■ DATA SECTION
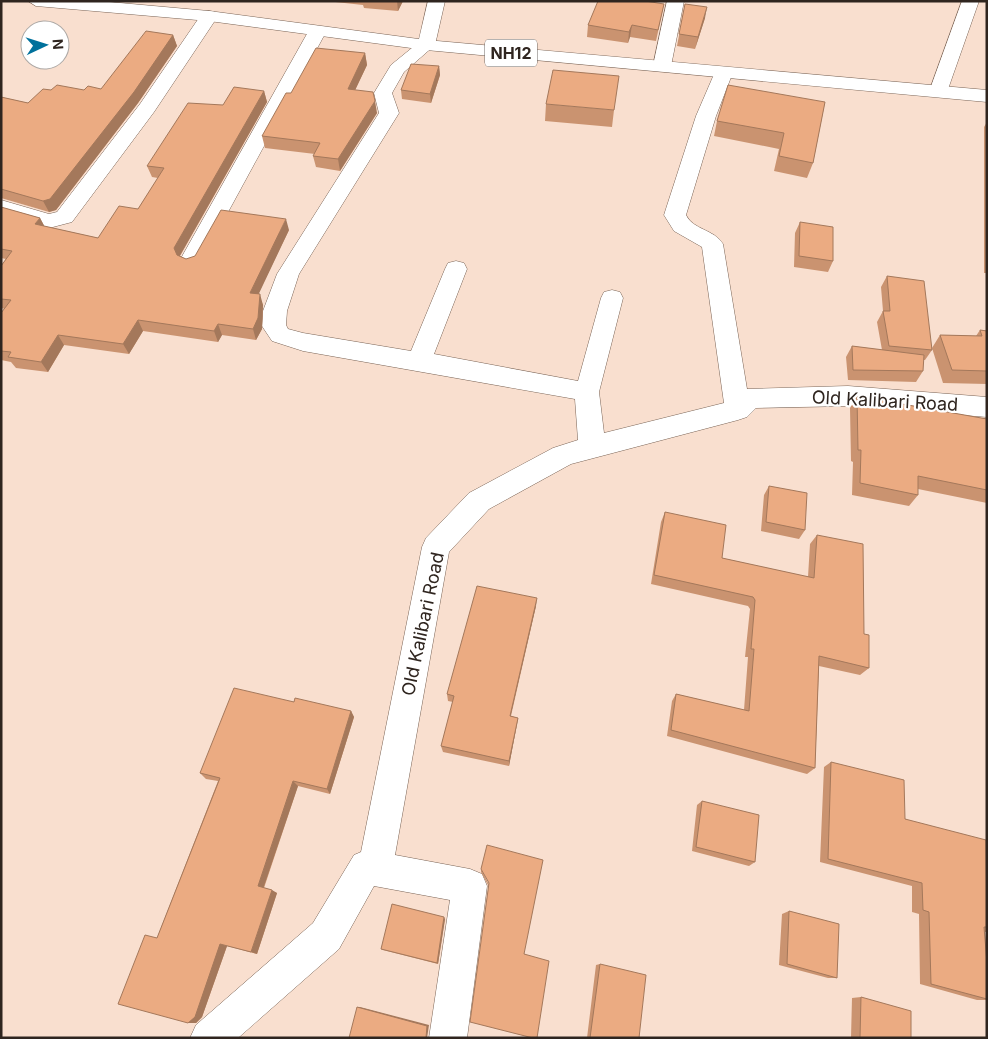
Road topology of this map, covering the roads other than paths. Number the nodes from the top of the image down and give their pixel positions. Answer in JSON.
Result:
{"nodes":[{"id":1,"x":36,"y":1,"type":"edge"},
{"id":2,"x":437,"y":1,"type":"edge"},
{"id":3,"x":676,"y":1,"type":"edge"},
{"id":4,"x":971,"y":1,"type":"edge"},
{"id":5,"x":209,"y":16,"type":"junction"},
{"id":6,"x":317,"y":32,"type":"junction"},
{"id":7,"x":426,"y":45,"type":"junction"},
{"id":8,"x":662,"y":66,"type":"junction"},
{"id":9,"x":724,"y":72,"type":"junction"},
{"id":10,"x":938,"y":92,"type":"junction"},
{"id":11,"x":987,"y":96,"type":"edge"},
{"id":12,"x":1,"y":207,"type":"edge"},
{"id":13,"x":191,"y":260,"type":"edge"},
{"id":14,"x":456,"y":269,"type":"dead end"},
{"id":15,"x":612,"y":298,"type":"dead end"},
{"id":16,"x":419,"y":360,"type":"junction"},
{"id":17,"x":587,"y":392,"type":"junction"},
{"id":18,"x":987,"y":407,"type":"edge"},
{"id":19,"x":738,"y":410,"type":"junction"},
{"id":20,"x":592,"y":446,"type":"junction"},
{"id":21,"x":366,"y":867,"type":"junction"},
{"id":22,"x":209,"y":1038,"type":"edge"},
{"id":23,"x":448,"y":1038,"type":"edge"}],
"edges":[{"from":1,"to":5,"type":"main road","number":"NH12"},
{"from":2,"to":7,"type":"main road"},
{"from":3,"to":8,"type":"main road"},
{"from":4,"to":10,"type":"main road"},
{"from":5,"to":6,"type":"main road","number":"NH12"},
{"from":5,"to":12,"type":"main road"},
{"from":6,"to":7,"type":"main road","number":"NH12"},
{"from":6,"to":13,"type":"main road"},
{"from":7,"to":8,"type":"main road","number":"NH12"},
{"from":7,"to":16,"type":"main road"},
{"from":8,"to":9,"type":"main road","number":"NH12"},
{"from":9,"to":10,"type":"main road","number":"NH12"},
{"from":9,"to":19,"type":"main road"},
{"from":10,"to":11,"type":"main road","number":"NH12"},
{"from":14,"to":16,"type":"main road"},
{"from":15,"to":17,"type":"main road"},
{"from":16,"to":17,"type":"main road"},
{"from":17,"to":20,"type":"main road"},
{"from":18,"to":19,"type":"main road","name":"Old Kalibari Road"},
{"from":19,"to":20,"type":"main road","name":"Old Kalibari Road"},
{"from":20,"to":21,"type":"main road","name":"Old Kalibari Road"},
{"from":21,"to":22,"type":"main road","name":"Old Kalibari Road"},
{"from":21,"to":23,"type":"main road"}]}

■ WHAT THIS TASK INVOLVES
A word-for-word copy of all the records above is required, with the pictures left out.

■ YOUR SOLUTION
Road topology of this map, covering the roads other than paths. Number the nodes from the top of the image down and give their pixel positions. Answer in JSON.
Result:
{"nodes":[{"id":1,"x":36,"y":1,"type":"edge"},
{"id":2,"x":437,"y":1,"type":"edge"},
{"id":3,"x":676,"y":1,"type":"edge"},
{"id":4,"x":971,"y":1,"type":"edge"},
{"id":5,"x":209,"y":16,"type":"junction"},
{"id":6,"x":317,"y":32,"type":"junction"},
{"id":7,"x":426,"y":45,"type":"junction"},
{"id":8,"x":662,"y":66,"type":"junction"},
{"id":9,"x":724,"y":72,"type":"junction"},
{"id":10,"x":938,"y":92,"type":"junction"},
{"id":11,"x":987,"y":96,"type":"edge"},
{"id":12,"x":1,"y":207,"type":"edge"},
{"id":13,"x":191,"y":260,"type":"edge"},
{"id":14,"x":456,"y":269,"type":"dead end"},
{"id":15,"x":612,"y":298,"type":"dead end"},
{"id":16,"x":419,"y":360,"type":"junction"},
{"id":17,"x":587,"y":392,"type":"junction"},
{"id":18,"x":987,"y":407,"type":"edge"},
{"id":19,"x":738,"y":410,"type":"junction"},
{"id":20,"x":592,"y":446,"type":"junction"},
{"id":21,"x":366,"y":867,"type":"junction"},
{"id":22,"x":209,"y":1038,"type":"edge"},
{"id":23,"x":448,"y":1038,"type":"edge"}],
"edges":[{"from":1,"to":5,"type":"main road","number":"NH12"},
{"from":2,"to":7,"type":"main road"},
{"from":3,"to":8,"type":"main road"},
{"from":4,"to":10,"type":"main road"},
{"from":5,"to":6,"type":"main road","number":"NH12"},
{"from":5,"to":12,"type":"main road"},
{"from":6,"to":7,"type":"main road","number":"NH12"},
{"from":6,"to":13,"type":"main road"},
{"from":7,"to":8,"type":"main road","number":"NH12"},
{"from":7,"to":16,"type":"main road"},
{"from":8,"to":9,"type":"main road","number":"NH12"},
{"from":9,"to":10,"type":"main road","number":"NH12"},
{"from":9,"to":19,"type":"main road"},
{"from":10,"to":11,"type":"main road","number":"NH12"},
{"from":14,"to":16,"type":"main road"},
{"from":15,"to":17,"type":"main road"},
{"from":16,"to":17,"type":"main road"},
{"from":17,"to":20,"type":"main road"},
{"from":18,"to":19,"type":"main road","name":"Old Kalibari Road"},
{"from":19,"to":20,"type":"main road","name":"Old Kalibari Road"},
{"from":20,"to":21,"type":"main road","name":"Old Kalibari Road"},
{"from":21,"to":22,"type":"main road","name":"Old Kalibari Road"},
{"from":21,"to":23,"type":"main road"}]}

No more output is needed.